- Items from a data source:
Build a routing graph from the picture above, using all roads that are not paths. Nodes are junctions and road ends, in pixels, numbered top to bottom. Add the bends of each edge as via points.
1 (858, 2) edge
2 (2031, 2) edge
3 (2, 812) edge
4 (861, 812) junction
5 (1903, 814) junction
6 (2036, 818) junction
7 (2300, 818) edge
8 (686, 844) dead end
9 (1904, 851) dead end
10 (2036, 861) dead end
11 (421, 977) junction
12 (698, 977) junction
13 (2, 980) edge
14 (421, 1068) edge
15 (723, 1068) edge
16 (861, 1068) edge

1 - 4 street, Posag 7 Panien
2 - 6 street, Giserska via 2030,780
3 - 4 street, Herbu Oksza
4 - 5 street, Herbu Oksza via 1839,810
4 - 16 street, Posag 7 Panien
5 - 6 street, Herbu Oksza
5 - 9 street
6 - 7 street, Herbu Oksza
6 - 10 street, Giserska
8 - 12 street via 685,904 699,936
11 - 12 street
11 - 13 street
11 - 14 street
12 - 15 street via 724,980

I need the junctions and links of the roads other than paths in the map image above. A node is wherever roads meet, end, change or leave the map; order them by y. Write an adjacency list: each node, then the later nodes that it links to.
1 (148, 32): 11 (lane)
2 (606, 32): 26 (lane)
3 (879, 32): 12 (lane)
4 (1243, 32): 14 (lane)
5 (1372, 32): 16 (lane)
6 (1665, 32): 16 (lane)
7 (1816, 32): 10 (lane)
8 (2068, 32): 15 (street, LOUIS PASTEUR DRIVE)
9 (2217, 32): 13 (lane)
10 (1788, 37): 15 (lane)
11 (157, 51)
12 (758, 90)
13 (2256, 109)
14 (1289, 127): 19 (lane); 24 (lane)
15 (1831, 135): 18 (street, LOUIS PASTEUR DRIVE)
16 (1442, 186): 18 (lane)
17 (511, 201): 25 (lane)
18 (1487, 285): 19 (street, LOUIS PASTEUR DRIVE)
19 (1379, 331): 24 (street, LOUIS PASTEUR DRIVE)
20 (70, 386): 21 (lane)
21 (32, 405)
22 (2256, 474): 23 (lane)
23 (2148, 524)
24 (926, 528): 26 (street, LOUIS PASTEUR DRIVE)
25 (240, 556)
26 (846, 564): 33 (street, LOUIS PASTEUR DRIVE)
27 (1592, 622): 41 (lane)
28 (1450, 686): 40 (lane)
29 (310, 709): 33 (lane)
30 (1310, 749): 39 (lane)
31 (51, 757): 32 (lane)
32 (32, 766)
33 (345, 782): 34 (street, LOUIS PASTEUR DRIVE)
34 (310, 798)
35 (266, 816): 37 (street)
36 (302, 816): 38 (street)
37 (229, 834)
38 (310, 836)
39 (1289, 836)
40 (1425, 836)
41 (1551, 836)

- TASK: Copy every record shown above, exactly and completely.

- RESPONSE TO THE TASK:
Build a routing graph from the picture above, using all roads that are not paths. Nodes are junctions and road ends, in pixels, numbered top to bottom. Add the bends of each edge as via points.
1 (858, 2) edge
2 (2031, 2) edge
3 (2, 812) edge
4 (861, 812) junction
5 (1903, 814) junction
6 (2036, 818) junction
7 (2300, 818) edge
8 (686, 844) dead end
9 (1904, 851) dead end
10 (2036, 861) dead end
11 (421, 977) junction
12 (698, 977) junction
13 (2, 980) edge
14 (421, 1068) edge
15 (723, 1068) edge
16 (861, 1068) edge

1 - 4 street, Posag 7 Panien
2 - 6 street, Giserska via 2030,780
3 - 4 street, Herbu Oksza
4 - 5 street, Herbu Oksza via 1839,810
4 - 16 street, Posag 7 Panien
5 - 6 street, Herbu Oksza
5 - 9 street
6 - 7 street, Herbu Oksza
6 - 10 street, Giserska
8 - 12 street via 685,904 699,936
11 - 12 street
11 - 13 street
11 - 14 street
12 - 15 street via 724,980

I need the junctions and links of the roads other than paths in the map image above. A node is wherever roads meet, end, change or leave the map; order them by y. Write an adjacency list: each node, then the later nodes that it links to.
1 (148, 32): 11 (lane)
2 (606, 32): 26 (lane)
3 (879, 32): 12 (lane)
4 (1243, 32): 14 (lane)
5 (1372, 32): 16 (lane)
6 (1665, 32): 16 (lane)
7 (1816, 32): 10 (lane)
8 (2068, 32): 15 (street, LOUIS PASTEUR DRIVE)
9 (2217, 32): 13 (lane)
10 (1788, 37): 15 (lane)
11 (157, 51)
12 (758, 90)
13 (2256, 109)
14 (1289, 127): 19 (lane); 24 (lane)
15 (1831, 135): 18 (street, LOUIS PASTEUR DRIVE)
16 (1442, 186): 18 (lane)
17 (511, 201): 25 (lane)
18 (1487, 285): 19 (street, LOUIS PASTEUR DRIVE)
19 (1379, 331): 24 (street, LOUIS PASTEUR DRIVE)
20 (70, 386): 21 (lane)
21 (32, 405)
22 (2256, 474): 23 (lane)
23 (2148, 524)
24 (926, 528): 26 (street, LOUIS PASTEUR DRIVE)
25 (240, 556)
26 (846, 564): 33 (street, LOUIS PASTEUR DRIVE)
27 (1592, 622): 41 (lane)
28 (1450, 686): 40 (lane)
29 (310, 709): 33 (lane)
30 (1310, 749): 39 (lane)
31 (51, 757): 32 (lane)
32 (32, 766)
33 (345, 782): 34 (street, LOUIS PASTEUR DRIVE)
34 (310, 798)
35 (266, 816): 37 (street)
36 (302, 816): 38 (street)
37 (229, 834)
38 (310, 836)
39 (1289, 836)
40 (1425, 836)
41 (1551, 836)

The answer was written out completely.